Nigerian pastor Chris Oyakhilome is the founder and president of LoveWorld Incorporated, also known as Christ Embassy, based in Lagos.
In the past he has urged followers not to have COVID-19 vaccines and attacked other Nigerian pastors for complying with bans on large gatherings aimed at controlling the virus.
His religious TV channel was sanctioned twice in six months in the UK for pedalling misinformation about COVID-19, including that the pandemic was planned and vaccines are being used to implant “nanochips” to control people.
When some of his Sydney-based followers gathered illegally in the hotspot suburb of Blacktown on Sunday, fed-up neighbours called the police. There were 60 devotees in attendance, half of them children, when police arrived.

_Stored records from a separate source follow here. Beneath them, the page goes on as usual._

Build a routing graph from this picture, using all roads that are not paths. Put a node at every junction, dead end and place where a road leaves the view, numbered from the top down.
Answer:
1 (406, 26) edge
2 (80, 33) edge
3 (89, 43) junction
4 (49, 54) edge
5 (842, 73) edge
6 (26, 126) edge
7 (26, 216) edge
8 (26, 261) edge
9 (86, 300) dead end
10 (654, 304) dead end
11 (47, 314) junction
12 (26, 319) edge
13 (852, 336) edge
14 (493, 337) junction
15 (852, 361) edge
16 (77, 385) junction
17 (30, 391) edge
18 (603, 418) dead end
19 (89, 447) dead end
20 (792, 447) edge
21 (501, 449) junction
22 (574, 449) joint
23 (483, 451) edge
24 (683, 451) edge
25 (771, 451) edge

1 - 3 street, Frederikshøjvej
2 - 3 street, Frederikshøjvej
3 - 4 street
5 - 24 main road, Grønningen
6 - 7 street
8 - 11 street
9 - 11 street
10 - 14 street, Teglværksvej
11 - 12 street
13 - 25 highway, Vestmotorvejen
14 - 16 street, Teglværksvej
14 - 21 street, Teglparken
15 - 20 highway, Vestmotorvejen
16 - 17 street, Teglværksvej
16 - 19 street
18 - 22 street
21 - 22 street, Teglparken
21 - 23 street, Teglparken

Footage of a sermon delivered by Christ Embassy Sydney pastor Marvin Osaghae and posted online shows him asking followers to pray for the NSW government.
“We pray for NSW government, we declare that the wisdom of God is granted,” he said. “We declare that lockdowns are over in the cities of NSW, in the name of Jesus.”
Thirty adults have each been fined $1000, with the church also fined $5000 for a gathering held in a defiance of a lockdown aimed at preventing more deaths and reining in the more than 800 new cases NSW is recording each day.
The incident has left NSW Police Minister David Elliott stunned.
“Churches are there to profess the message of hope and love and to have those people endanger communities … is extraordinary,” he told Sydney radio 2GB on Monday.
Premier Gladys Berejiklian called the gathering a blatant contradiction of rules that keep people out of hospital.
In April this year, Pastor Oyakhilome’s TV channel, LoveWorld, was fined £125,000 for breaching the UK’s broadcasting code by spreading misinformation about COVID-19.
It was the second time LoveWorld breached rules “on accuracy in news and harm in its coverage of the coronavirus”, the UK’s broadcasting regulator Ofcom said in a statement.
The previous incident involved a 29-hour program LoveWorld aired in December last year, called the Global Day of Prayer.
Ofcom said the program “included the notion that the outbreak was ‘planned’, that the ‘sinister’ vaccine can be used to implant ‘nanochips’ that can control and cause harm to members of the public and the debunked theory that the virus was somehow caused by 5G”.
Some of the content on Christ Embassy Sydney’s Facebook page shares conspiracy theories about the virus.
The page, which has almost 6500 followers, features one video that claims COVID-19 is “imaginary”, that Pfizer is pedalling a vaccine for a make-believe disease, and that the PCR test used to detect the virus is “a complete fraud”.
AAP has sought comment from Christ Embassy Sydney, and has attempted to seek comment from Pastor Osaghae.
NSW Police Deputy Commissioner Gary Worboys said he hoped followers would reflect on the risk they’d exposed themselves and their children to.
“I would hope that that would be the last time that we see this kind of activity from this group of people.”